■ What to do
When the word "PLTD" appears in a line of the data below, list that line.

═══ Material supplied ═══

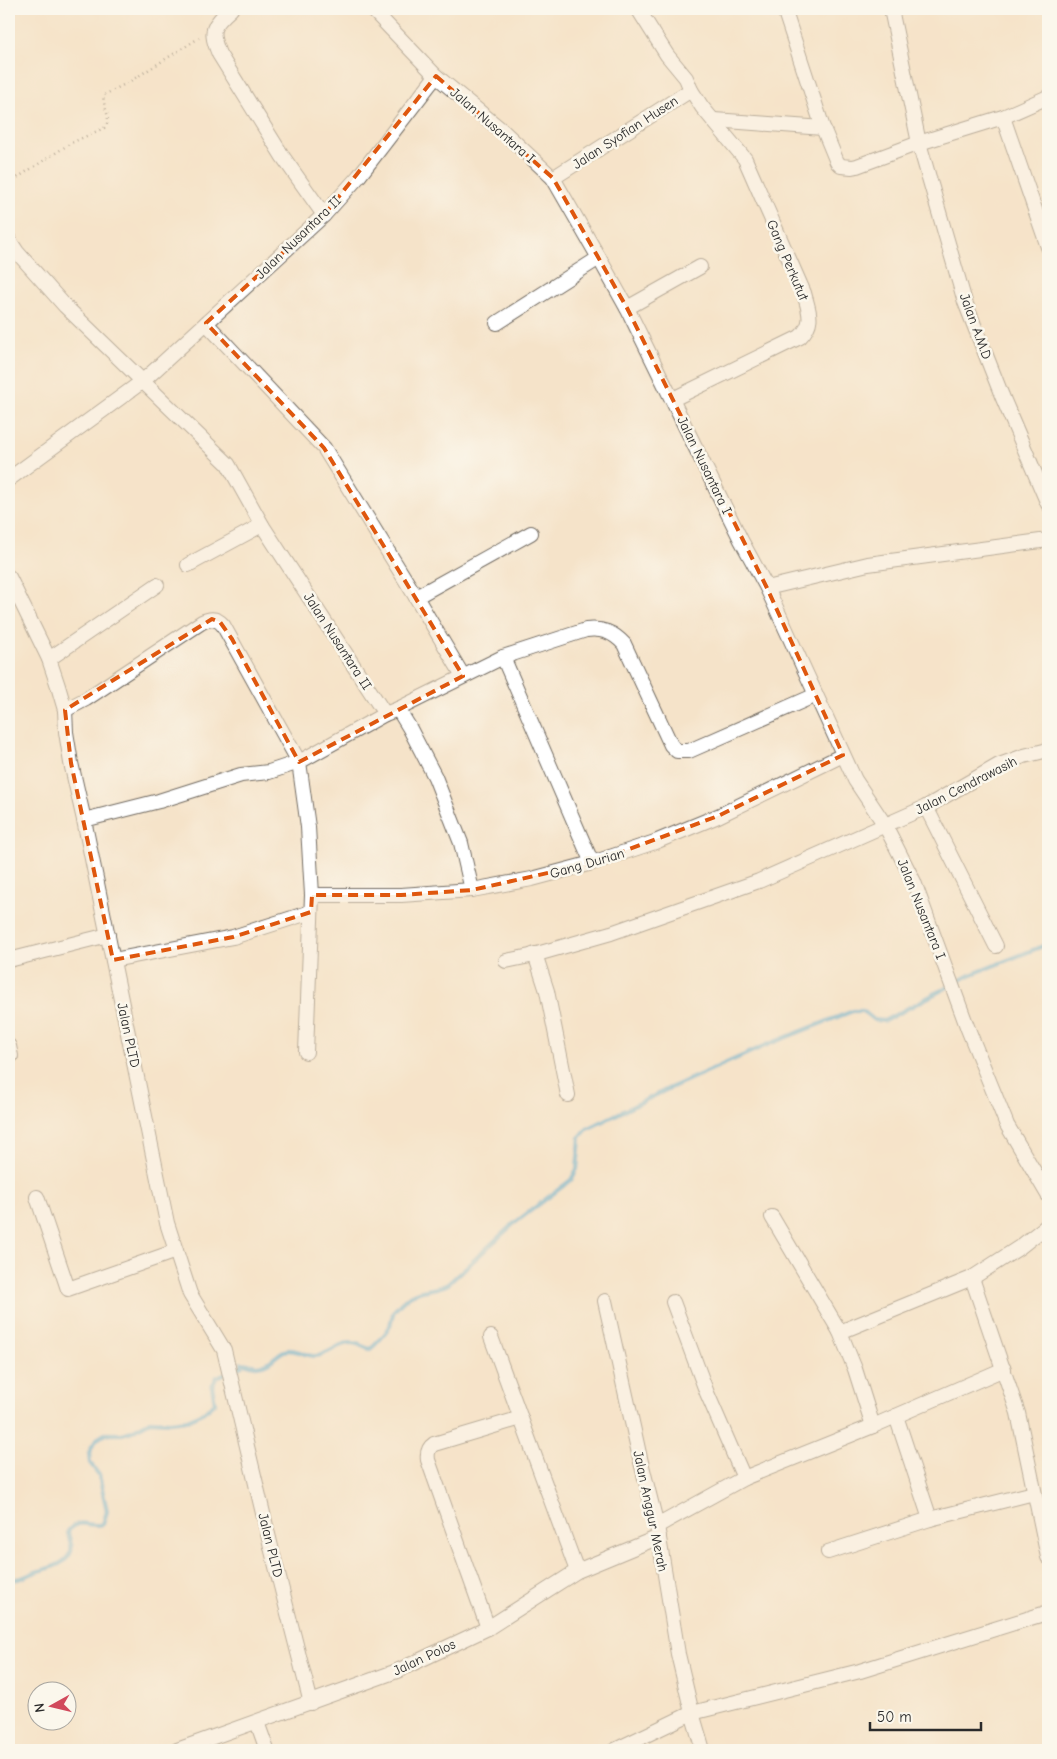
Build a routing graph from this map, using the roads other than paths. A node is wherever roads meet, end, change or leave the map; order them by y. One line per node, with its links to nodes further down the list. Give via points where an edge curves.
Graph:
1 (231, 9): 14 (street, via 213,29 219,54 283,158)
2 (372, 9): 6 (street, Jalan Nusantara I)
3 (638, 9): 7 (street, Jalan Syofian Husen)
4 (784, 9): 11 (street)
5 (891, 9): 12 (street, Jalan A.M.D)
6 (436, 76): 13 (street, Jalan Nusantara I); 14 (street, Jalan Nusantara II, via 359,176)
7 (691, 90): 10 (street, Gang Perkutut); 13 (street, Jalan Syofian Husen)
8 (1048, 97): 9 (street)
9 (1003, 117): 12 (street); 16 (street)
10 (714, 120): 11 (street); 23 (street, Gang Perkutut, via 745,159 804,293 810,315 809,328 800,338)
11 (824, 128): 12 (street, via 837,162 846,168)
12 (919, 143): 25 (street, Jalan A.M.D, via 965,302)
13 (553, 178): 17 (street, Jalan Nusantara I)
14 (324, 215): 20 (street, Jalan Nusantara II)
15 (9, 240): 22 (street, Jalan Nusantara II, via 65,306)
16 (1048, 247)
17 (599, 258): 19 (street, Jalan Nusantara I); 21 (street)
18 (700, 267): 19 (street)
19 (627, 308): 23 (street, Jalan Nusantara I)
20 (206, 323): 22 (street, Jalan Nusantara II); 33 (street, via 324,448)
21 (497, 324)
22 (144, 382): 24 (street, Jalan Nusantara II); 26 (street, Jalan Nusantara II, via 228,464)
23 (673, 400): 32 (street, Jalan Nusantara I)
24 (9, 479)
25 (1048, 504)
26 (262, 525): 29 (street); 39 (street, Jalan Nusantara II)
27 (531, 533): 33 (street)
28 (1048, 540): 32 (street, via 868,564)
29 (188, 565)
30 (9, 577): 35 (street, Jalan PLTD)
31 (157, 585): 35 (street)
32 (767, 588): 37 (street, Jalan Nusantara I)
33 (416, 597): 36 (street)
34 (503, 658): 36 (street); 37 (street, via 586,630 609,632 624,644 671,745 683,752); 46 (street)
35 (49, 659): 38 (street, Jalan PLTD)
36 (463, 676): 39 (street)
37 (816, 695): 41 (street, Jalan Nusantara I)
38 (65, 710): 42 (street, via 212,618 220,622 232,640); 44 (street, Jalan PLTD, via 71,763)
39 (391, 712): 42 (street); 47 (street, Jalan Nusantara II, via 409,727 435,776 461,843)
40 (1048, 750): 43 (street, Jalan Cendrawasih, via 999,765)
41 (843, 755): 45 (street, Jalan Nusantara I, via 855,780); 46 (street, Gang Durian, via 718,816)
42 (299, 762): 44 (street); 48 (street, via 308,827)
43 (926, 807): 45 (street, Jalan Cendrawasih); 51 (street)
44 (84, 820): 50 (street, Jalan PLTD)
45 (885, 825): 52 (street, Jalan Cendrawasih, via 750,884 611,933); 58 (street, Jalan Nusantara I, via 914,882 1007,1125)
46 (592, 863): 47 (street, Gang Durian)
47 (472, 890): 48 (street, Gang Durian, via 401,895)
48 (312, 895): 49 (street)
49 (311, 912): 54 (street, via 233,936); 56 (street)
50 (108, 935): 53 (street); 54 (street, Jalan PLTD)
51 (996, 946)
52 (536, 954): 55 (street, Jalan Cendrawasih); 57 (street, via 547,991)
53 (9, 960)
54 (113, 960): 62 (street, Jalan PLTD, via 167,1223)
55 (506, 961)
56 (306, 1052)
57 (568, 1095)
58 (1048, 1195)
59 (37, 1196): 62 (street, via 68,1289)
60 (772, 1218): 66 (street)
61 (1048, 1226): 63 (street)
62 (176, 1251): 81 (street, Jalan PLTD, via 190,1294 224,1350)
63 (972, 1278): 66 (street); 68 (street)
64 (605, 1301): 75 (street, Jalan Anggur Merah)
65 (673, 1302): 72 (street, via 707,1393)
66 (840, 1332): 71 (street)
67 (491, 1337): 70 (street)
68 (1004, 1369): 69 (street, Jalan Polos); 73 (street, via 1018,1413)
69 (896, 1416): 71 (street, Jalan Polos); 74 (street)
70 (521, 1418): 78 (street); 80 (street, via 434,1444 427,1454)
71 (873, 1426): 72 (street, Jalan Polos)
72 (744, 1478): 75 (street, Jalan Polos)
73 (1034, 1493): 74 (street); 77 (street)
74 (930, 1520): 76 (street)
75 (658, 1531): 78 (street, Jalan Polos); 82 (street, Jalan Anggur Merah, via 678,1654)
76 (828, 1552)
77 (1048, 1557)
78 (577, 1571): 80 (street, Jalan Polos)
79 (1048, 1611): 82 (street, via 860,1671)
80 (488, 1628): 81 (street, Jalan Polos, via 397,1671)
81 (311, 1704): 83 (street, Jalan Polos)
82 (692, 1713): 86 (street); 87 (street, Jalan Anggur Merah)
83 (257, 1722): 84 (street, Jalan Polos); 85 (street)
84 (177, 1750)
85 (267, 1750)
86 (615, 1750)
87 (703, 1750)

═══

■ Answer to this task
30 (9, 577): 35 (street, Jalan PLTD)
35 (49, 659): 38 (street, Jalan PLTD)
38 (65, 710): 42 (street, via 212,618 220,622 232,640); 44 (street, Jalan PLTD, via 71,763)
44 (84, 820): 50 (street, Jalan PLTD)
50 (108, 935): 53 (street); 54 (street, Jalan PLTD)
54 (113, 960): 62 (street, Jalan PLTD, via 167,1223)
62 (176, 1251): 81 (street, Jalan PLTD, via 190,1294 224,1350)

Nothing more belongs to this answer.